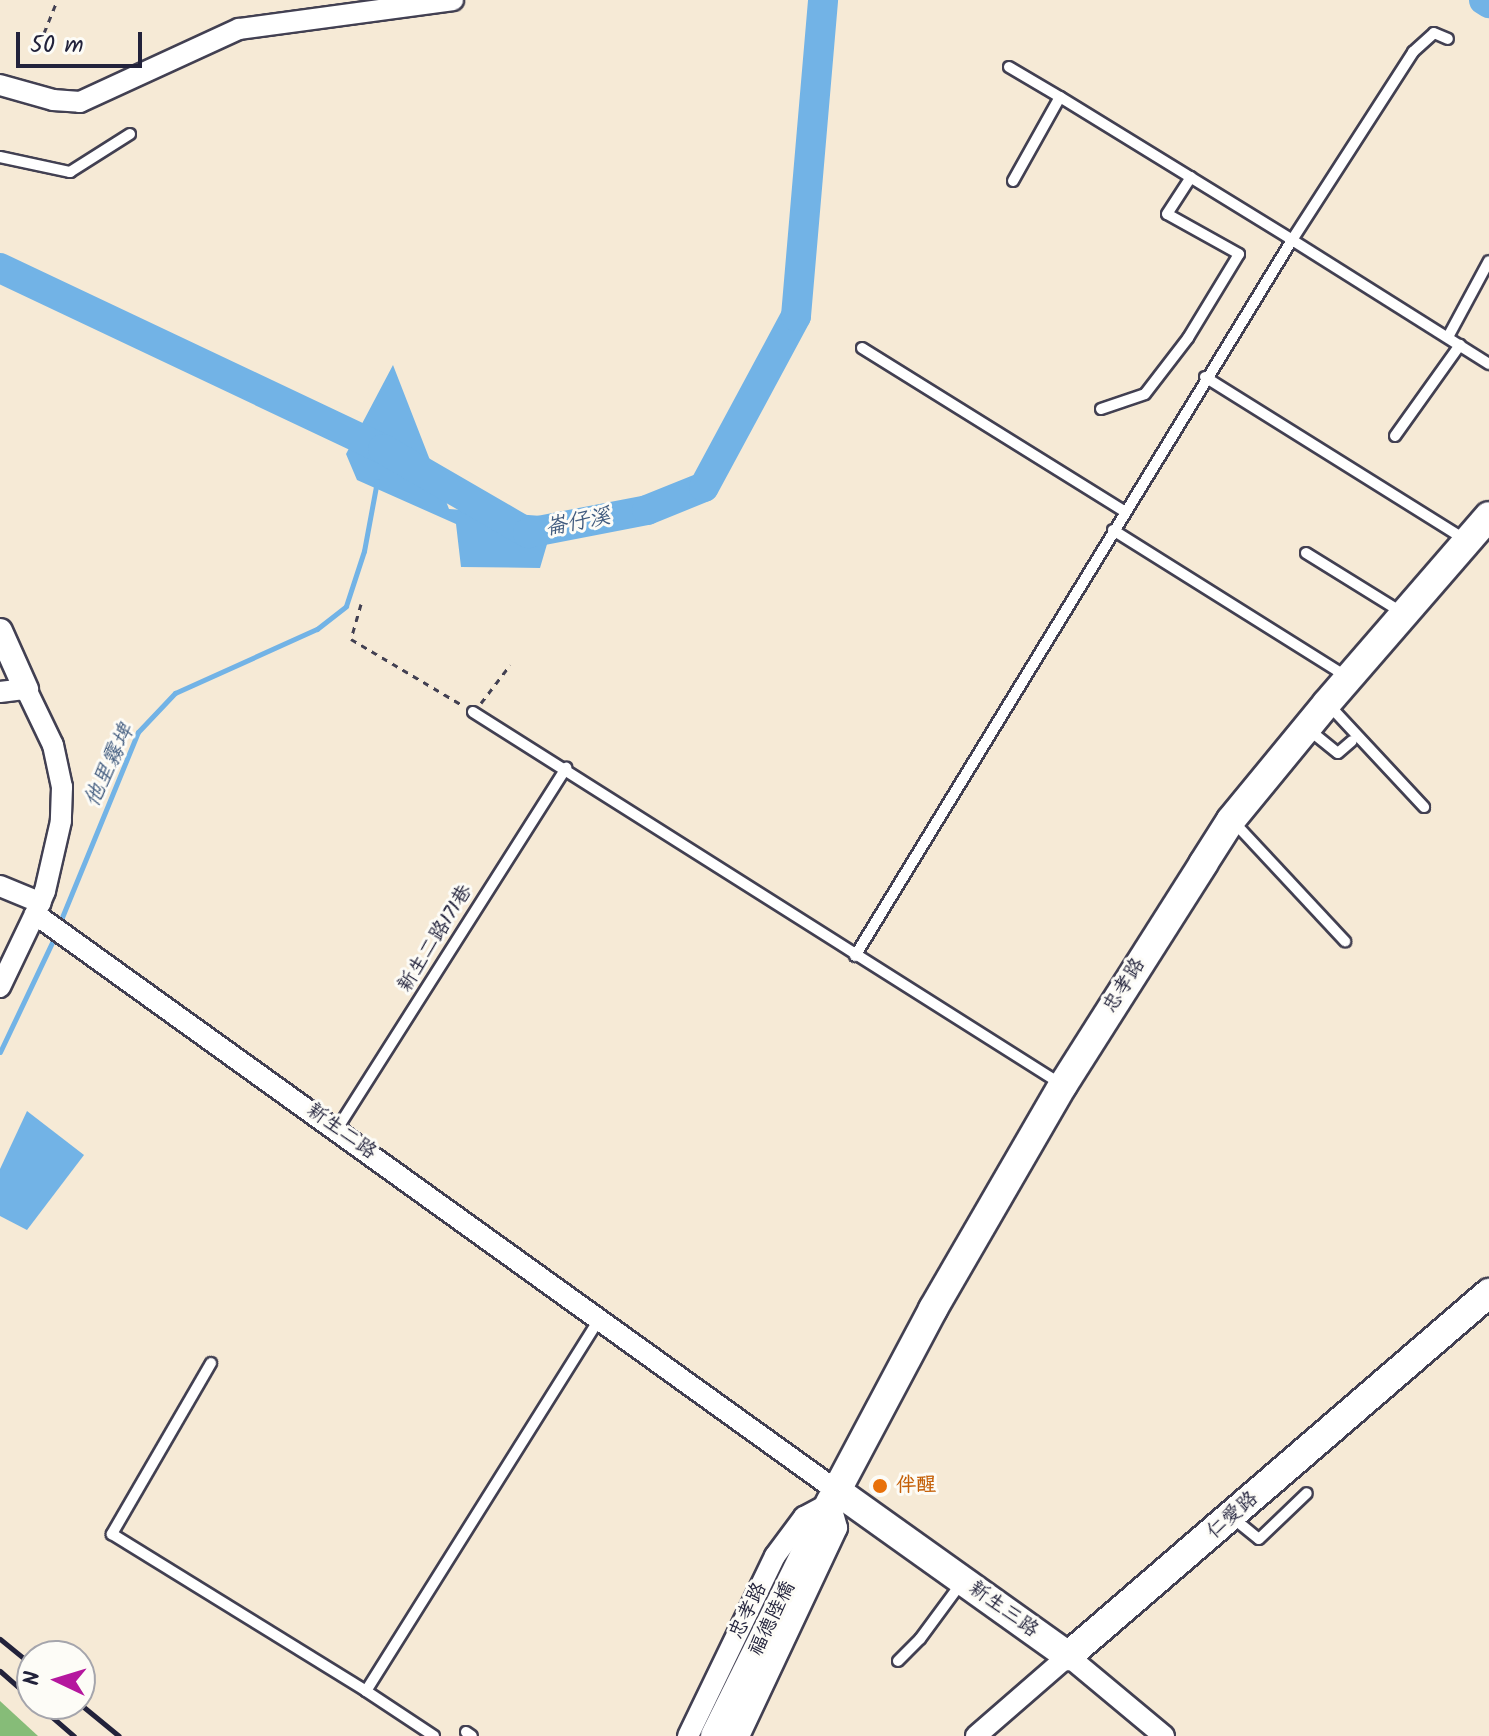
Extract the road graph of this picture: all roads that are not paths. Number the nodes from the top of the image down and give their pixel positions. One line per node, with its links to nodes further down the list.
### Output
1 (453, 0): 4 (street)
2 (1448, 39): 10 (lane)
3 (1009, 67): 5 (lane)
4 (0, 85)
5 (1060, 97): 8 (lane); 9 (lane)
6 (130, 134): 7 (lane)
7 (0, 157)
8 (1191, 177): 10 (lane); 17 (lane)
9 (1013, 181)
10 (1292, 240): 12 (lane); 16 (lane)
11 (1489, 261): 12 (lane)
12 (1448, 337): 13 (lane)
13 (1460, 345): 15 (lane); 18 (lane)
14 (862, 348): 19 (lane)
15 (1489, 364)
16 (1205, 377): 19 (lane); 22 (lane)
17 (1101, 409)
18 (1395, 436)
19 (1124, 511): 21 (lane)
20 (1489, 516): 22 (main road, 忠孝路)
21 (1113, 530): 27 (lane); 40 (lane)
22 (1468, 541): 24 (main road, 忠孝路)
23 (1306, 553): 24 (lane)
24 (1403, 613): 27 (main road, 忠孝路)
25 (0, 631): 28 (street)
26 (0, 661): 28 (street)
27 (1348, 677): 30 (main road, 忠孝路)
28 (26, 689): 29 (street); 38 (street)
29 (0, 692)
30 (1327, 703): 32 (main road, 忠孝路); 35 (lane)
31 (473, 712): 34 (lane)
32 (1307, 727): 33 (lane); 36 (main road, 忠孝路)
33 (1352, 741)
34 (566, 768): 40 (lane); 43 (lane, 新生二路171巷)
35 (1424, 807)
36 (1231, 820): 39 (lane); 42 (main road, 忠孝路)
37 (0, 886): 38 (street, 新生二路)
38 (38, 909): 41 (street); 43 (street, 新生二路)
39 (1345, 941)
40 (855, 956): 42 (lane)
41 (0, 987)
42 (1063, 1085): 48 (main road, 忠孝路)
43 (337, 1129): 45 (street, 新生二路)
44 (1489, 1293): 49 (main road, 仁愛路)
45 (599, 1320): 48 (street, 新生二路); 53 (lane)
46 (211, 1363): 53 (lane)
47 (1307, 1493): 49 (lane)
48 (833, 1497): 50 (main road, 新生三路); 55 (street, 忠孝路); 56 (main road, 福德陸橋); 57 (street, 忠孝路)
49 (1232, 1517): 51 (main road, 仁愛路)
50 (963, 1581): 51 (main road, 新生三路); 52 (lane)
51 (1068, 1656): 58 (street, 仁愛路); 59 (street, 新生三路)
52 (898, 1661)
53 (366, 1691): 54 (lane)
54 (434, 1736)
55 (688, 1736)
56 (715, 1736)
57 (739, 1736)
58 (976, 1736)
59 (1164, 1736)

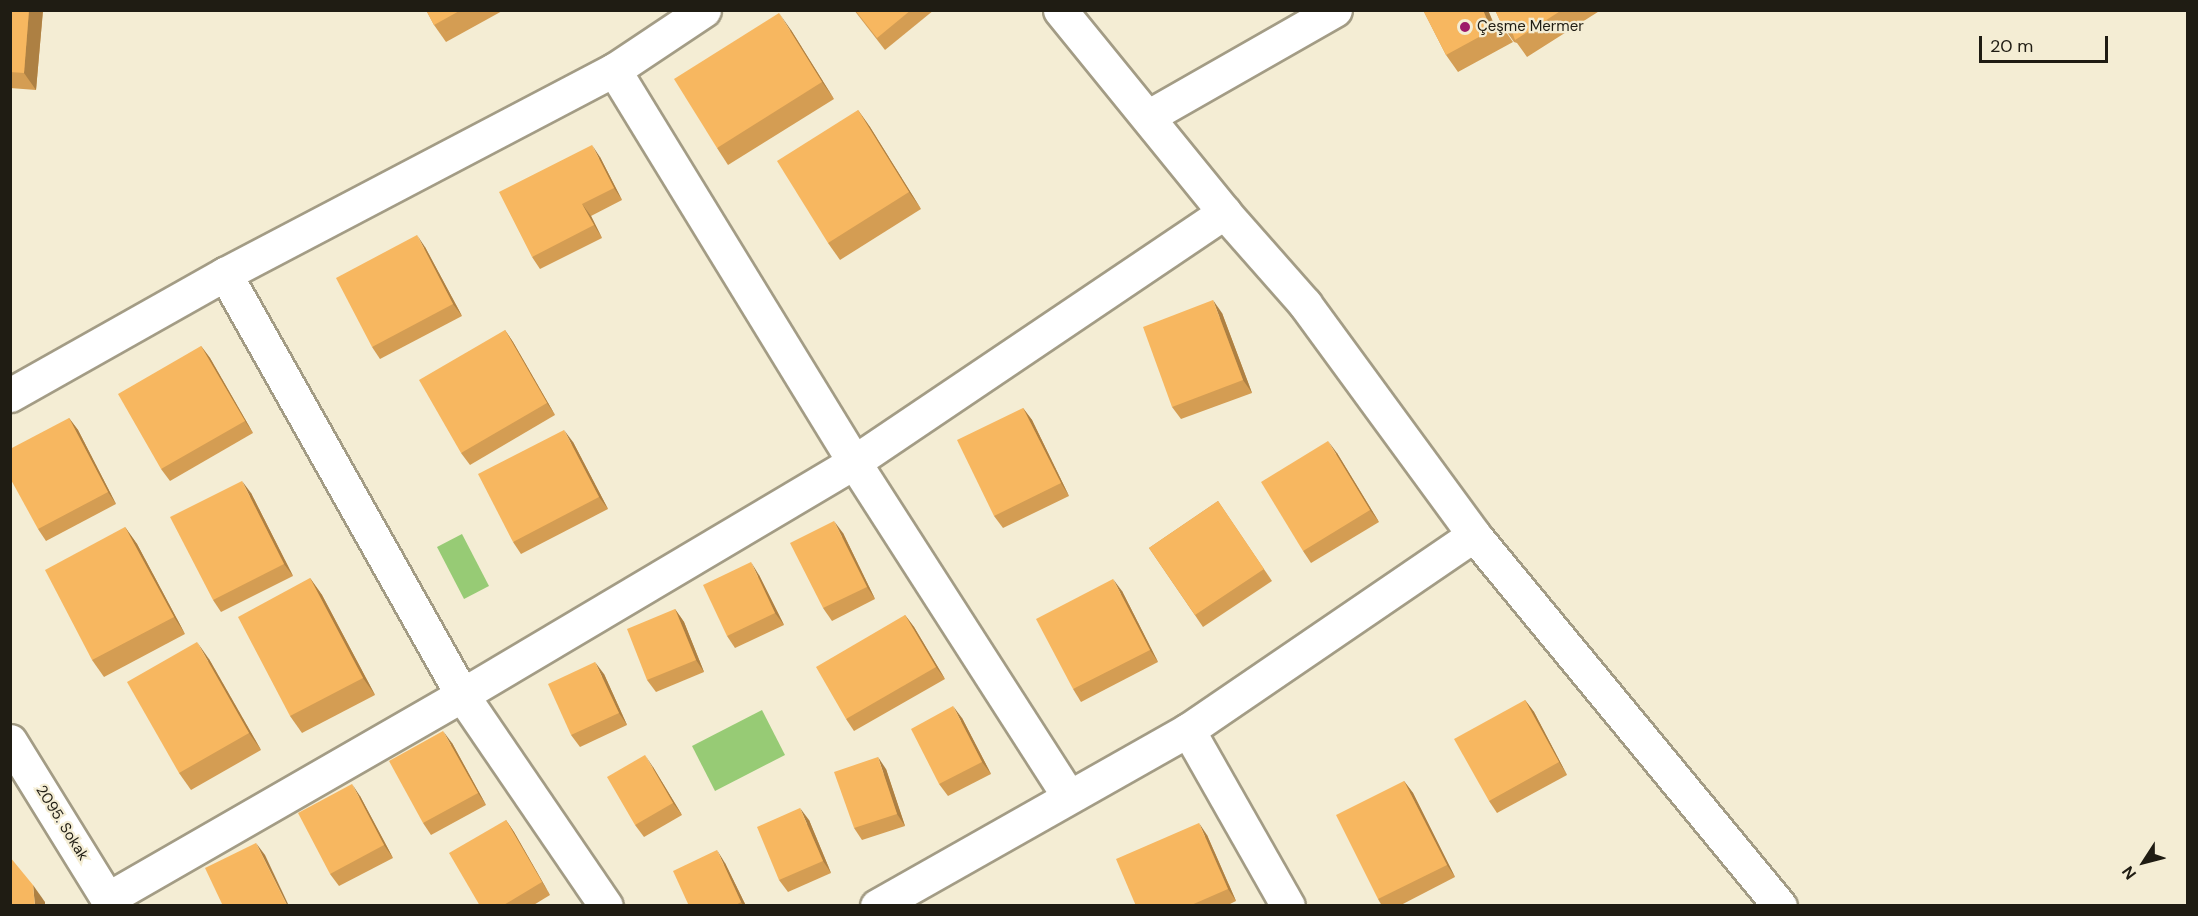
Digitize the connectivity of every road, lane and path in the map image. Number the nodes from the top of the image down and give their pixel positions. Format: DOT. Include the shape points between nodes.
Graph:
graph roads {
  1 [pos="704,10"];
  2 [pos="1060,10"];
  3 [pos="1335,10"];
  4 [pos="614,70"];
  5 [pos="1149,116"];
  6 [pos="1224,212"];
  7 [pos="225,274"];
  8 [pos="10,395"];
  9 [pos="854,462"];
  10 [pos="1474,535"];
  11 [pos="462,695"];
  12 [pos="1188,730"];
  13 [pos="10,741"];
  14 [pos="1068,795"];
  15 [pos="110,902"];
  16 [pos="880,905"];
  17 [pos="606,906"];
  18 [pos="1288,906"];
  19 [pos="1780,906"];
  1 -- 4 [label="street"];
  2 -- 5 [label="street"];
  3 -- 5 [label="street"];
  4 -- 7 [label="street"];
  4 -- 9 [label="street"];
  5 -- 6 [label="street"];
  6 -- 9 [label="street"];
  6 -- 10 [label="street" via="1347,357"];
  7 -- 8 [label="street"];
  7 -- 11 [label="street"];
  9 -- 11 [label="street"];
  9 -- 14 [label="street"];
  10 -- 12 [label="street"];
  10 -- 19 [label="street"];
  11 -- 15 [label="street"];
  11 -- 17 [label="street"];
  12 -- 14 [label="street"];
  12 -- 18 [label="street"];
  13 -- 15 [label="street, 2095. Sokak"];
  14 -- 16 [label="street"];
}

************

WORK REQUEST:
All lines of the data that hold "nodes" need to be copied.

RESPONSE AREA:
Extract the road graph of this picture: all roads that are not paths. Number the nodes from the top of the image down and give their pixel positions. One line per node, with its links to nodes further down the list.
Digitize the connectivity of every road, lane and path in the map image. Number the nodes from the top of the image down and give their pixel positions. Format: DOT. Include the shape points between nodes.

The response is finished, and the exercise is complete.